For me, Michael Caine - a real-life Tory – plays the role of Scrooge in the spirit of both Dickens and the Muppets – not an easy balancing act – and delivers one of his best ever performances. But the all-time best adaptation was filmed 70 years ago in black and white (avoid the “colourised” version) and has some wonderful British character actors headed by Alastair Sim – a real-life Socialist – whose performance as Scrooge makes this film an enduring festive highlight. Sim, with his unique physiognomy, is perfectly cast and his journey from lugubrious to joyful should have particular appeal after a year of mask-hidden misery.
“Merry Christmas and God Bless Us Everyone!”
Miss Hill
I don't know whether this can be classed as a Christmas book, but Little Women always gives me the Christmas warmth. It has such touching Christmas scenes: from the opening chapter, where the girls give their Christmas breakfast to those in need, to a very touching reunion scene around the tree and a very emotional gift of a piano.
Many of us are facing a very different Christmas this year to what we are used to and this is exactly the situation the March family are experiencing at the beginning of the book (because of the Civil War, not COVID, it hasn’t been going on that long, however it might feel). With the famous opening line of “Christmas won’t be Christmas without presents” (Oh Jo!) and it’s more heart-aching echo “It won’t be Christmas without father”, this is a somewhat melancholy beginning to Christmas which I think many will find very poignant this year. But the charm of Little Women lies in the these very real hardships the family face, and the way they strive, sometimes reluctantly, to rise above them. Turning what could be a sad and lonely Christmas into a playful time of charity and family is just the sort of story we need this year.
Dr Webb
I do not have a favourite Christmas book but I can recommend the one I have just finished reading! Raybearer by Jordan Ifueko has reminded me of how much I enjoy fantasy reading. Tarisai is raised in isolation with a single destiny outlined for her. The pain this isolation causes her and the imagination she uses to cope with it are immediately resonant with our own current experiences. Her destiny involves special powers, a secret and the ruling of an empire. All great ingredients for an adventure. Here they have been wielded under the influence of West African culture which has creating an atmosphere that is intriguing. I hope for a sequel.

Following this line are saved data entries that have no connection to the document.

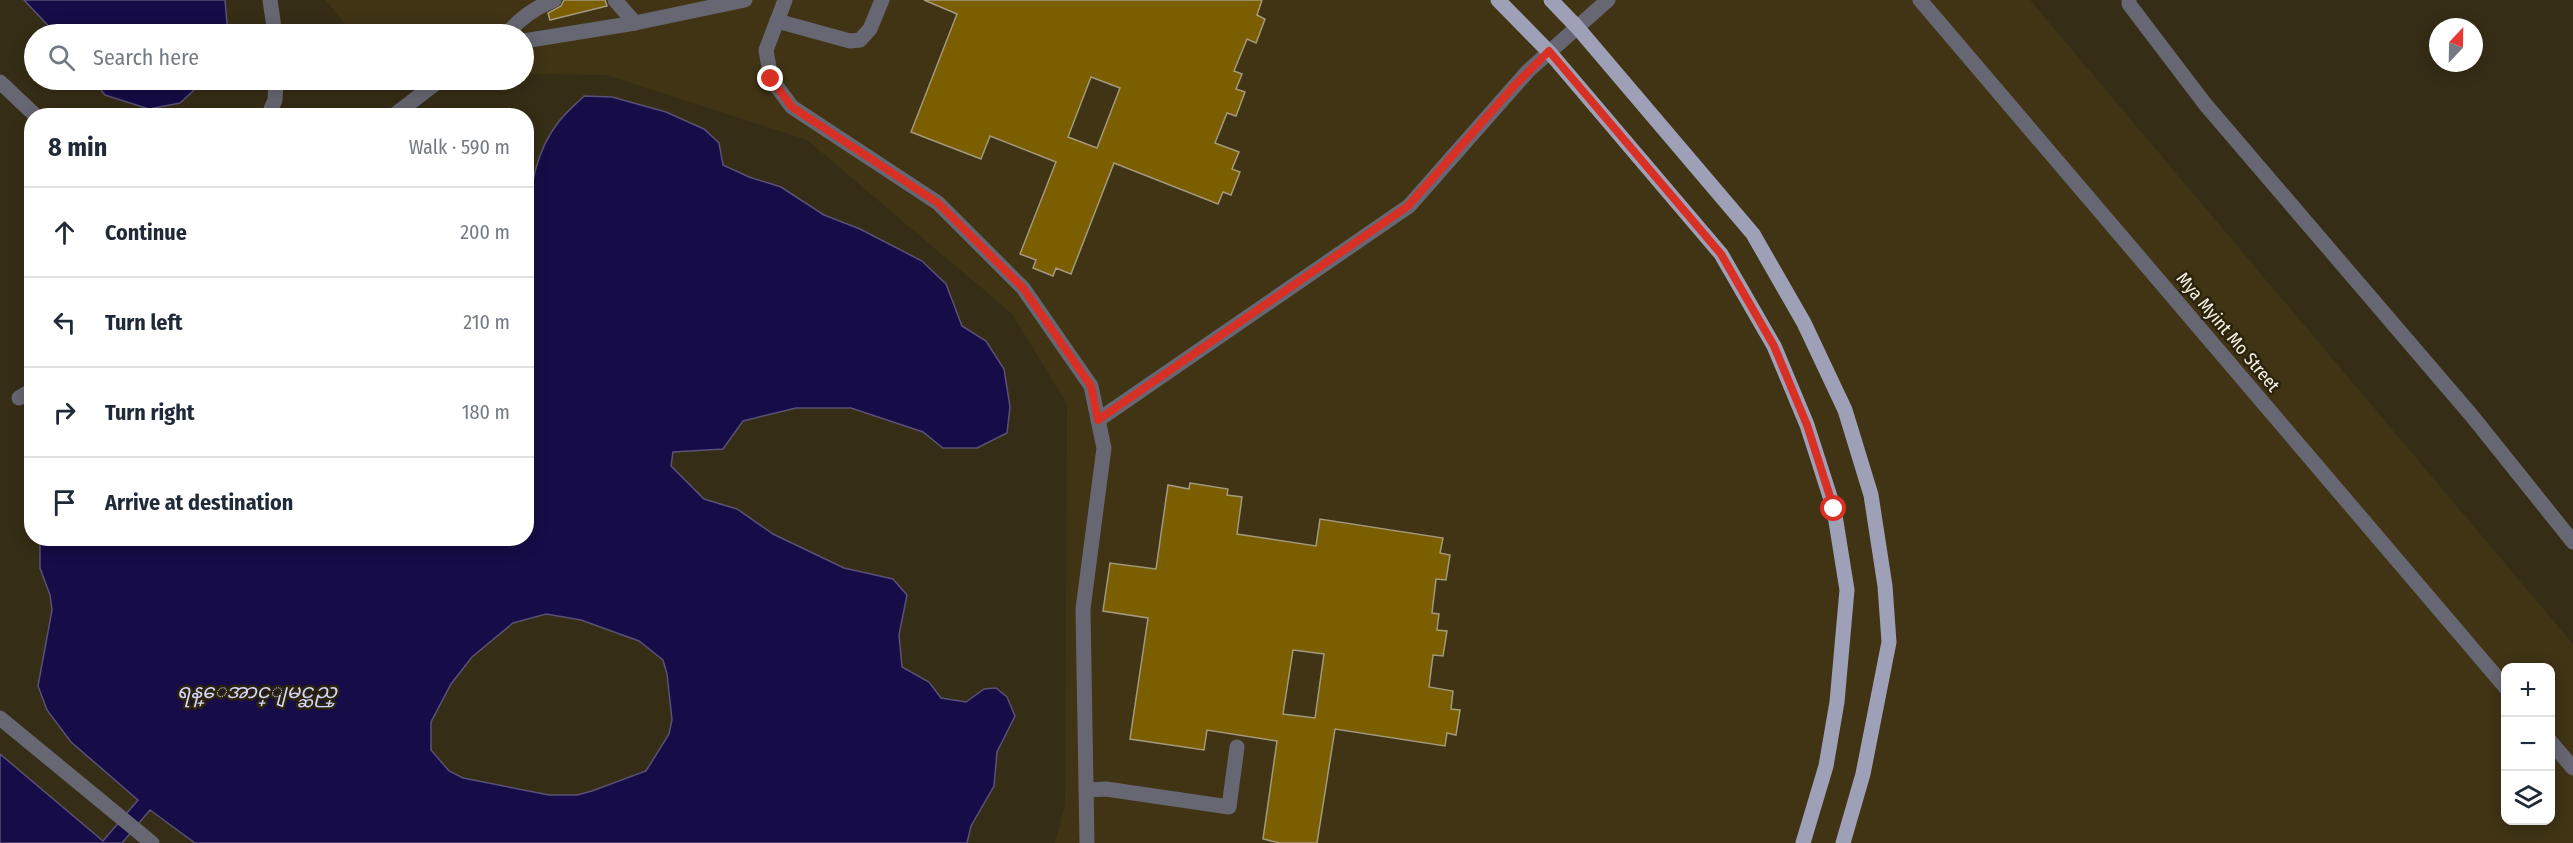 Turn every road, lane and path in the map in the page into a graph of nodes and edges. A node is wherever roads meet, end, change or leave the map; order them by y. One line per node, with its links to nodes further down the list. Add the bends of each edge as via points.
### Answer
1 (270, 0): 14 (street)
2 (554, 0): 15 (street)
3 (615, 0): 13 (street)
4 (745, 0): 13 (street)
5 (785, 0): 12 (street)
6 (882, 0): 12 (street, via 870,29 860,40 850,41)
7 (1498, 0): 18 (main road)
8 (1551, 0): 16 (main road)
9 (1608, 0): 16 (street)
10 (1920, 0): 27 (street, Mya Myint Mo Street)
11 (2129, 0): 26 (street, via 2205,104 2472,416)
12 (777, 21): 25 (street, via 766,50 771,79 792,107 938,203 1023,288 1091,386)
13 (635, 23): 17 (street)
14 (274, 24)
15 (515, 24)
16 (1577, 27): 18 (street); 36 (main road, via 1753,234 1804,323 1845,410 1872,495 1889,642 1863,774)
17 (534, 39)
18 (1549, 51): 25 (street, via 1408,206); 35 (main road, via 1721,254 1774,346 1807,425 1834,509 1847,590 1837,702 1826,766)
19 (0, 82): 22 (street)
20 (276, 90): 23 (street)
21 (427, 90): 24 (street)
22 (28, 108)
23 (272, 108)
24 (403, 108)
25 (1098, 420): 32 (street, via 1104,448 1083,609)
26 (2573, 542)
27 (2501, 683)
28 (0, 718): 33 (street)
29 (1237, 747): 32 (street, via 1229,807 1106,789)
30 (2555, 747): 31 (street)
31 (2573, 768)
32 (1086, 790): 34 (street)
33 (152, 843)
34 (1087, 843)
35 (1803, 843)
36 (1842, 843) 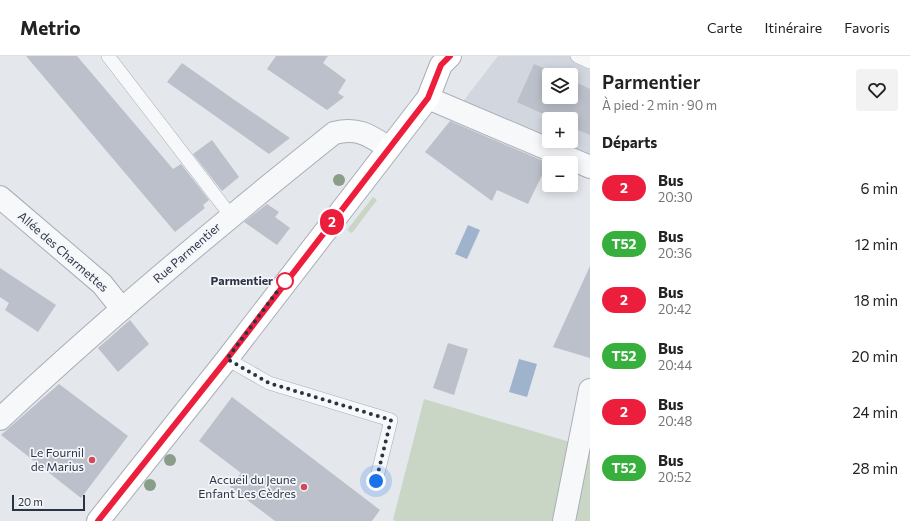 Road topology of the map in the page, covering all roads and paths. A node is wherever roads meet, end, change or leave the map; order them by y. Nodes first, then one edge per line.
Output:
1 (108, 56) edge
2 (450, 56) edge
3 (577, 56) edge
4 (590, 62) edge
5 (428, 98) junction
6 (389, 148) junction
7 (590, 167) edge
8 (0, 198) edge
9 (231, 216) junction
10 (122, 310) junction
11 (227, 359) junction
12 (590, 390) edge
13 (0, 419) edge
14 (376, 481) dead end
15 (98, 521) edge
16 (564, 521) edge

1 - 9 lane
2 - 5 main road
3 - 4 lane
5 - 6 main road
5 - 7 street
6 - 9 street, Rue Parmentier
6 - 11 main road
8 - 10 street, Allée des Charmettes
9 - 10 street, Rue Parmentier
10 - 13 street, Rue Parmentier
11 - 14 lane
11 - 15 main road
12 - 16 street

Every December for the past 10 years or so, I have plucked a Charles Dickens novel from the shelf and basked in the glow of candle lit rooms, coal fires, and delicious, gossipy dinner parties. To my American imagination, the Dickensian iconography found in A Christmas Carol spills out into his entire catalogue. The exotic sounding foods, benevolent strangers, quiet-but-overcomeable menace, plucky heroes: from Nicholas Nickelby to David Copperfield the yuletide feeling weaves through them all (well, maybe not Hard Times). There’s something about firelight beating back the dark, bleakness of midwinter which speaks to me. To our Victorian forebears, for whom electric lighting and central heating was as foreign as figgy pudding is to us, the Christmas season was about finding something warm, something with flavour, something bright to see off the shortest days of the year. I want my TV off. I want warm light bouncing off shiny green holly leaves. I want the benevolence of the Cheeryble brothers, the magnanimity of the Fezziwigs, the optimism of the Micawbers...and maybe, just somewhere in the distance, the occasional clank from Marley’s chains.